Director candidates up for election to serve terms beginning June 2008 are
Dan Chartrand of Water Street Bookstore
in Exeter, New Hampshire; Ken White of SFSU
Bookstore in San Francisco; and Michael Tucker of Books
Inc. in San Francisco, a current Board member who is eligible for a second
three-year term. The ballot also includes space for write-in candidates.
Board officers on the ballot for approval by membership are Gayle Shanks of
Changing Hands Bookstore in Tempe, Arizona, for president, and Michael Tucker
for vice-president/secretary. All ballots must be returned to ABA's auditors
in the postage-paid envelope bearing a postmark no later than April 30 and
must be received by May 7.
Over the next several weeks, Bookselling This Week will talk to all
of the candidates on the ballot. This week, we start with Dan Chartrand of Water
Street Bookstore in Exeter, New Hampshire.
Dan
Chartrand
Dan Chartrand launched his bookselling career in 1981 during the holiday rush
at Odegard's in St. Paul, Minnesota. "Within a couple of weeks I figured
out it was something I wanted to do for a long time into the future," he
said.
After a few years at Odegard's, Chartrand moved to Boston and worked at Reading
International in Cambridge. He followed that up with a short stint in the marketing
department at Houghton Mifflin and, later, served for several years as the executive
director at what was then the New England Booksellers Association (NEBA). Chartrand
co-founded Water Street Bookstore in 1991. A year ago, he bought out the interest
of his longtime business partner, Bob Hugo.
In 1990, Chartrand was a founding board member of the American Booksellers
Foundation for Free Expression (ABFFE). ABA founded ABFFE, in part, in response
to the fatwa issued against Salman Rushdie, explained Chartrand. "Several
bookstores were threatened. There had also been a fair number of attempts by
Attorney General Meese to curtail First Amendment rights. ABFFE allowed booksellers
to address First Amendment issues in a more coherent way than we had previously.
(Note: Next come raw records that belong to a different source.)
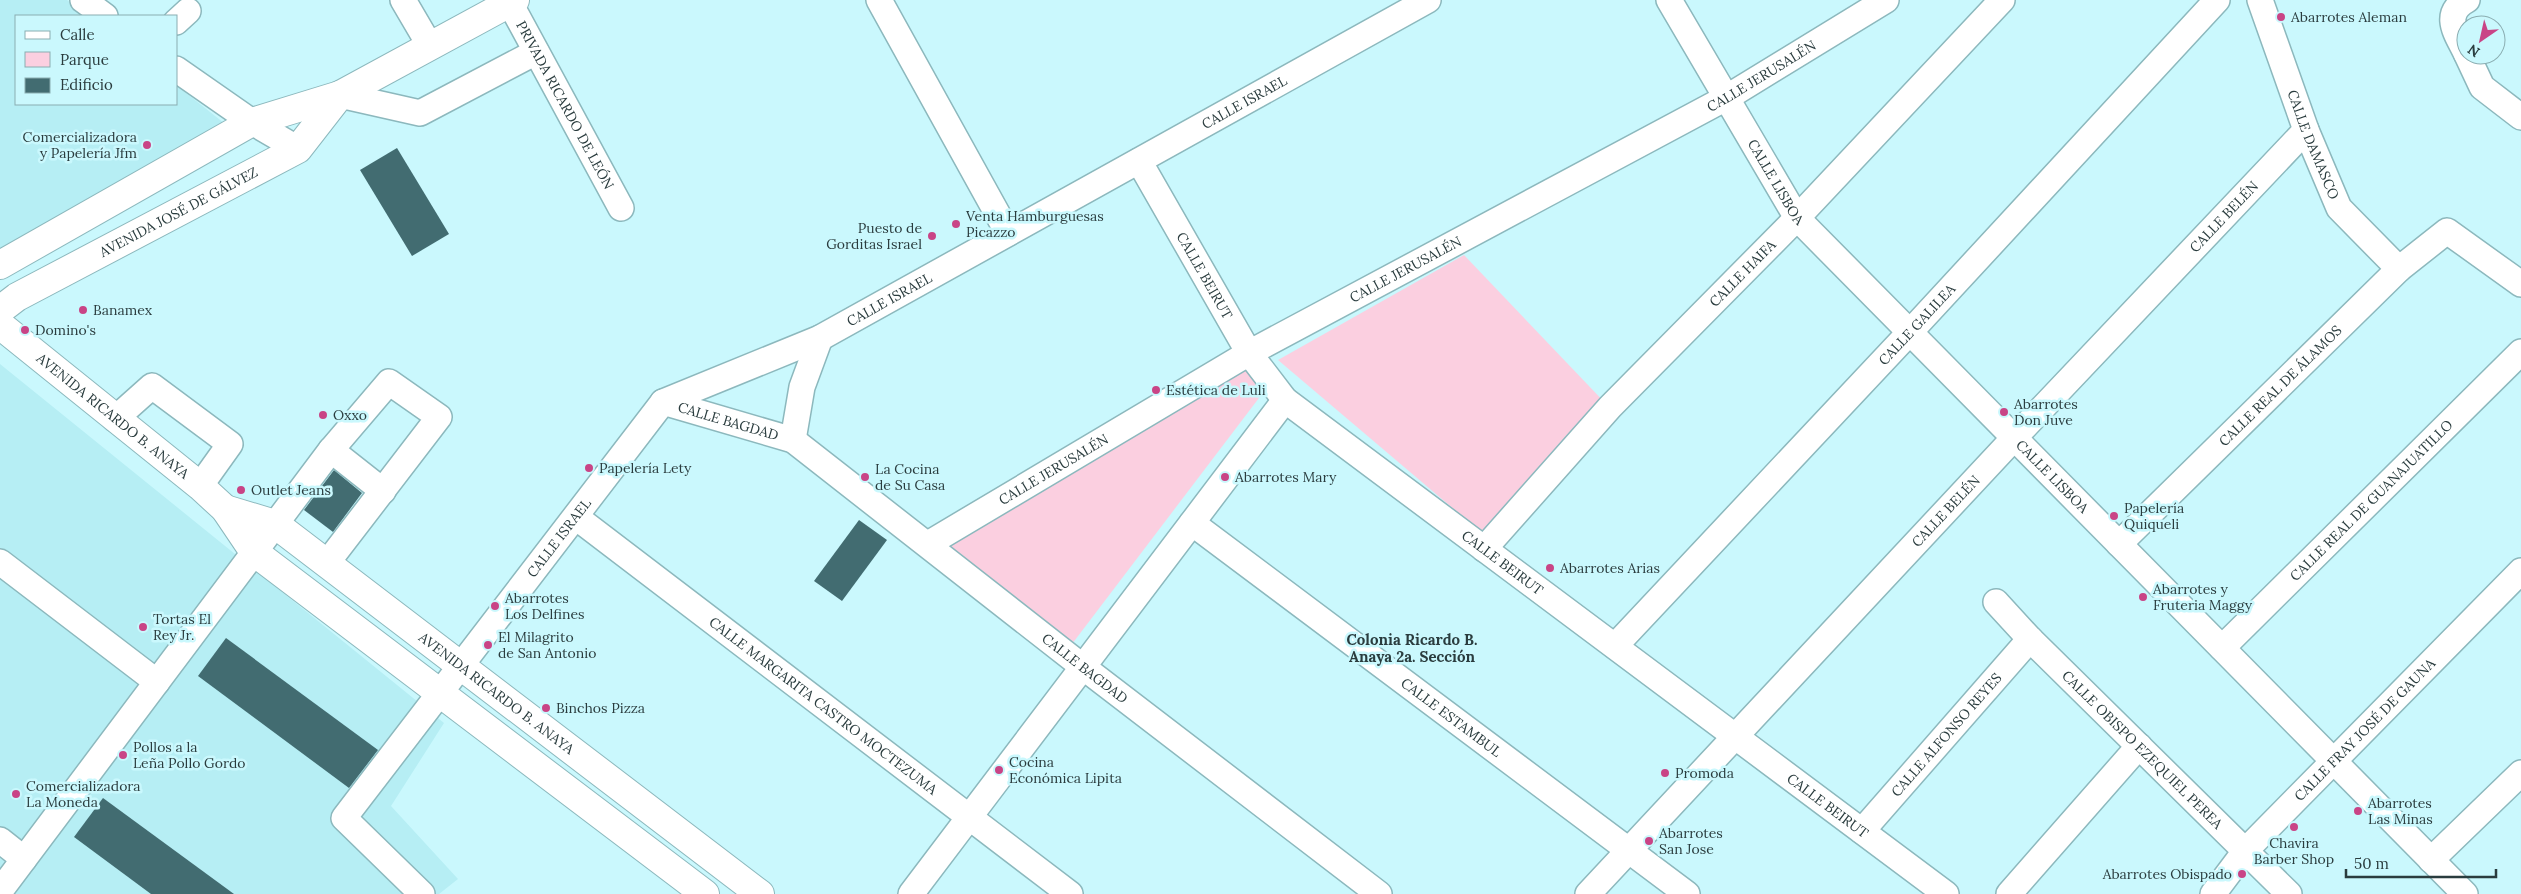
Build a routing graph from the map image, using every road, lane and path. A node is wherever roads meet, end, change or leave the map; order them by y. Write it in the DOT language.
graph roads {
  1 [pos="84,0"];
  2 [pos="403,0"];
  3 [pos="879,0"];
  4 [pos="1428,0"];
  5 [pos="1669,0"];
  6 [pos="1886,0"];
  7 [pos="2002,0"];
  8 [pos="2216,0"];
  9 [pos="2260,0"];
  10 [pos="2467,0"];
  11 [pos="512,1"];
  12 [pos="103,15"];
  13 [pos="2456,32"];
  14 [pos="430,46"];
  15 [pos="536,52"];
  16 [pos="2471,65"];
  17 [pos="178,70"];
  18 [pos="340,95"];
  19 [pos="1726,98"];
  20 [pos="2521,117"];
  21 [pos="252,122"];
  22 [pos="2306,130"];
  23 [pos="298,149"];
  24 [pos="1139,161"];
  25 [pos="621,208"];
  26 [pos="1797,218"];
  27 [pos="1008,233"];
  28 [pos="0,265"];
  29 [pos="2399,268"];
  30 [pos="2521,284"];
  31 [pos="0,310"];
  32 [pos="0,325"];
  33 [pos="1910,332"];
  34 [pos="820,338"];
  35 [pos="2521,352"];
  36 [pos="1249,353"];
  37 [pos="1285,400"];
  38 [pos="663,402"];
  39 [pos="115,418"];
  40 [pos="2014,438"];
  41 [pos="793,440"];
  42 [pos="331,450"];
  43 [pos="200,486"];
  44 [pos="383,491"];
  45 [pos="225,509"];
  46 [pos="576,516"];
  47 [pos="1192,523"];
  48 [pos="275,524"];
  49 [pos="928,544"];
  50 [pos="2119,544"];
  51 [pos="1484,549"];
  52 [pos="254,552"];
  53 [pos="0,562"];
  54 [pos="327,563"];
  55 [pos="2521,571"];
  56 [pos="1996,602"];
  57 [pos="2030,639"];
  58 [pos="1615,646"];
  59 [pos="2222,648"];
  60 [pos="460,666"];
  61 [pos="1083,667"];
  62 [pos="156,682"];
  63 [pos="438,692"];
  64 [pos="1735,736"];
  65 [pos="2139,746"];
  66 [pos="2333,761"];
  67 [pos="2521,773"];
  68 [pos="968,818"];
  69 [pos="1862,831"];
  70 [pos="0,840"];
  71 [pos="1629,850"];
  72 [pos="2246,850"];
  73 [pos="24,859"];
  74 [pos="2431,860"];
  75 [pos="0,891"];
  76 [pos="702,893"];
  77 [pos="758,893"];
  78 [pos="422,894"];
  79 [pos="911,894"];
  80 [pos="1070,894"];
  81 [pos="1379,894"];
  82 [pos="1588,894"];
  83 [pos="1687,894"];
  84 [pos="1946,894"];
  85 [pos="2010,894"];
  86 [pos="2213,894"];
  87 [pos="2289,894"];
  88 [pos="2465,894"];
  1 -- 12 [label="street"];
  2 -- 14 [label="street"];
  3 -- 27 [label="street"];
  4 -- 24 [label="street, CALLE ISRAEL"];
  5 -- 19 [label="street, CALLE LISBOA"];
  6 -- 19 [label="street, CALLE JERUSALÉN"];
  7 -- 26 [label="street, CALLE HAIFA"];
  8 -- 33 [label="street, CALLE GALILEA"];
  9 -- 22 [label="street, CALLE DAMASCO"];
  10 -- 13 [label="street"];
  11 -- 14 [label="main road, AVENIDA JOSÉ DE GÁLVEZ"];
  11 -- 15 [label="street, PRIVADA RICARDO DE LEÓN"];
  14 -- 18 [label="main road, AVENIDA JOSÉ DE GÁLVEZ"];
  15 -- 18 [label="street"];
  15 -- 25 [label="street, PRIVADA RICARDO DE LEÓN"];
  16 -- 20 [label="street"];
  17 -- 21 [label="street"];
  18 -- 21 [label="main road, AVENIDA JOSÉ DE GÁLVEZ"];
  18 -- 23 [label="main road, AVENIDA JOSÉ DE GÁLVEZ"];
  19 -- 26 [label="street, CALLE LISBOA"];
  19 -- 36 [label="street, CALLE JERUSALÉN"];
  21 -- 23 [label="street"];
  21 -- 28 [label="main road, AVENIDA JOSÉ DE GÁLVEZ"];
  22 -- 29 [label="street, CALLE DAMASCO"];
  22 -- 40 [label="street, CALLE BELÉN"];
  23 -- 31 [label="main road, AVENIDA JOSÉ DE GÁLVEZ"];
  24 -- 27 [label="street, CALLE ISRAEL"];
  24 -- 36 [label="street, CALLE BEIRUT"];
  26 -- 33 [label="street, CALLE LISBOA"];
  26 -- 51 [label="street, CALLE HAIFA"];
  27 -- 34 [label="street, CALLE ISRAEL"];
  29 -- 30 [label="street, CALLE REAL DE ÁLAMOS"];
  29 -- 50 [label="street, CALLE REAL DE ÁLAMOS"];
  32 -- 39 [label="main road, AVENIDA RICARDO B. ANAYA"];
  33 -- 40 [label="street, CALLE LISBOA"];
  33 -- 58 [label="street, CALLE GALILEA"];
  34 -- 38 [label="street, CALLE ISRAEL"];
  34 -- 41 [label="street, CALLE BAGDAD"];
  35 -- 59 [label="street, CALLE REAL DE GUANAJUATILLO"];
  36 -- 37 [label="street, CALLE BEIRUT"];
  36 -- 49 [label="street, CALLE JERUSALÉN"];
  37 -- 47 [label="street"];
  37 -- 51 [label="street, CALLE BEIRUT"];
  38 -- 41 [label="street, CALLE BAGDAD"];
  38 -- 46 [label="street, CALLE ISRAEL"];
  39 -- 43 [label="main road, AVENIDA RICARDO B. ANAYA"];
  39 -- 43 [label="street"];
  40 -- 50 [label="street, CALLE LISBOA"];
  40 -- 64 [label="street, CALLE BELÉN"];
  41 -- 49 [label="street, CALLE BAGDAD"];
  42 -- 44 [label="street"];
  42 -- 44 [label="street"];
  42 -- 48 [label="street"];
  43 -- 45 [label="main road, AVENIDA RICARDO B. ANAYA"];
  44 -- 54 [label="street"];
  45 -- 48 [label="main road, AVENIDA RICARDO B. ANAYA"];
  45 -- 52 [label="main road, AVENIDA RICARDO B. ANAYA"];
  46 -- 60 [label="street, CALLE ISRAEL"];
  46 -- 68 [label="street, CALLE MARGARITA CASTRO MOCTEZUMA"];
  47 -- 61 [label="street"];
  47 -- 71 [label="street, CALLE ESTAMBUL"];
  48 -- 52 [label="street"];
  48 -- 54 [label="main road, AVENIDA RICARDO B. ANAYA"];
  49 -- 61 [label="street, CALLE BAGDAD"];
  50 -- 59 [label="street, CALLE LISBOA"];
  51 -- 58 [label="street, CALLE BEIRUT"];
  52 -- 62 [label="street"];
  52 -- 63 [label="main road, AVENIDA RICARDO B. ANAYA"];
  53 -- 62 [label="street"];
  54 -- 60 [label="main road, AVENIDA RICARDO B. ANAYA"];
  55 -- 66 [label="street, CALLE FRAY JOSÉ DE GAUNA"];
  56 -- 57 [label="street, CALLE OBISPO EZEQUIEL PEREA"];
  57 -- 65 [label="street, CALLE OBISPO EZEQUIEL PEREA"];
  57 -- 69 [label="street, CALLE ALFONSO REYES"];
  58 -- 64 [label="street, CALLE BEIRUT"];
  59 -- 66 [label="street, CALLE LISBOA"];
  60 -- 63 [label="street, CALLE ISRAEL"];
  60 -- 77 [label="main road, AVENIDA RICARDO B. ANAYA"];
  61 -- 68 [label="street"];
  61 -- 81 [label="street, CALLE BAGDAD"];
  62 -- 73 [label="street"];
  63 -- 76 [label="main road, AVENIDA RICARDO B. ANAYA"];
  63 -- 78 [label="street, CALLE ISRAEL"];
  64 -- 69 [label="street, CALLE BEIRUT"];
  64 -- 71 [label="street, CALLE BELÉN"];
  65 -- 72 [label="street, CALLE OBISPO EZEQUIEL PEREA"];
  65 -- 85 [label="street"];
  66 -- 72 [label="street, CALLE FRAY JOSÉ DE GAUNA"];
  66 -- 74 [label="street, CALLE LISBOA"];
  67 -- 74 [label="street"];
  68 -- 79 [label="street"];
  68 -- 80 [label="street, CALLE MARGARITA CASTRO MOCTEZUMA"];
  69 -- 84 [label="street, CALLE BEIRUT"];
  70 -- 73 [label="street"];
  71 -- 82 [label="street, CALLE BELÉN"];
  71 -- 83 [label="street, CALLE ESTAMBUL"];
  72 -- 86 [label="street, CALLE FRAY JOSÉ DE GAUNA"];
  72 -- 87 [label="street, CALLE OBISPO EZEQUIEL PEREA"];
  73 -- 75 [label="street"];
  74 -- 88 [label="street, CALLE LISBOA"];
}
And I think it's more relevant now than ever."
Water Street's specialties have always been contemporary fiction and children's
books, along with history and politics. "Being in the Revolutionary [War]
capital in New Hampshire, we specialize in American history and other historical
subjects," said Chartrand. "And politics is the number-one recreational
activity here, so we have a strong political section."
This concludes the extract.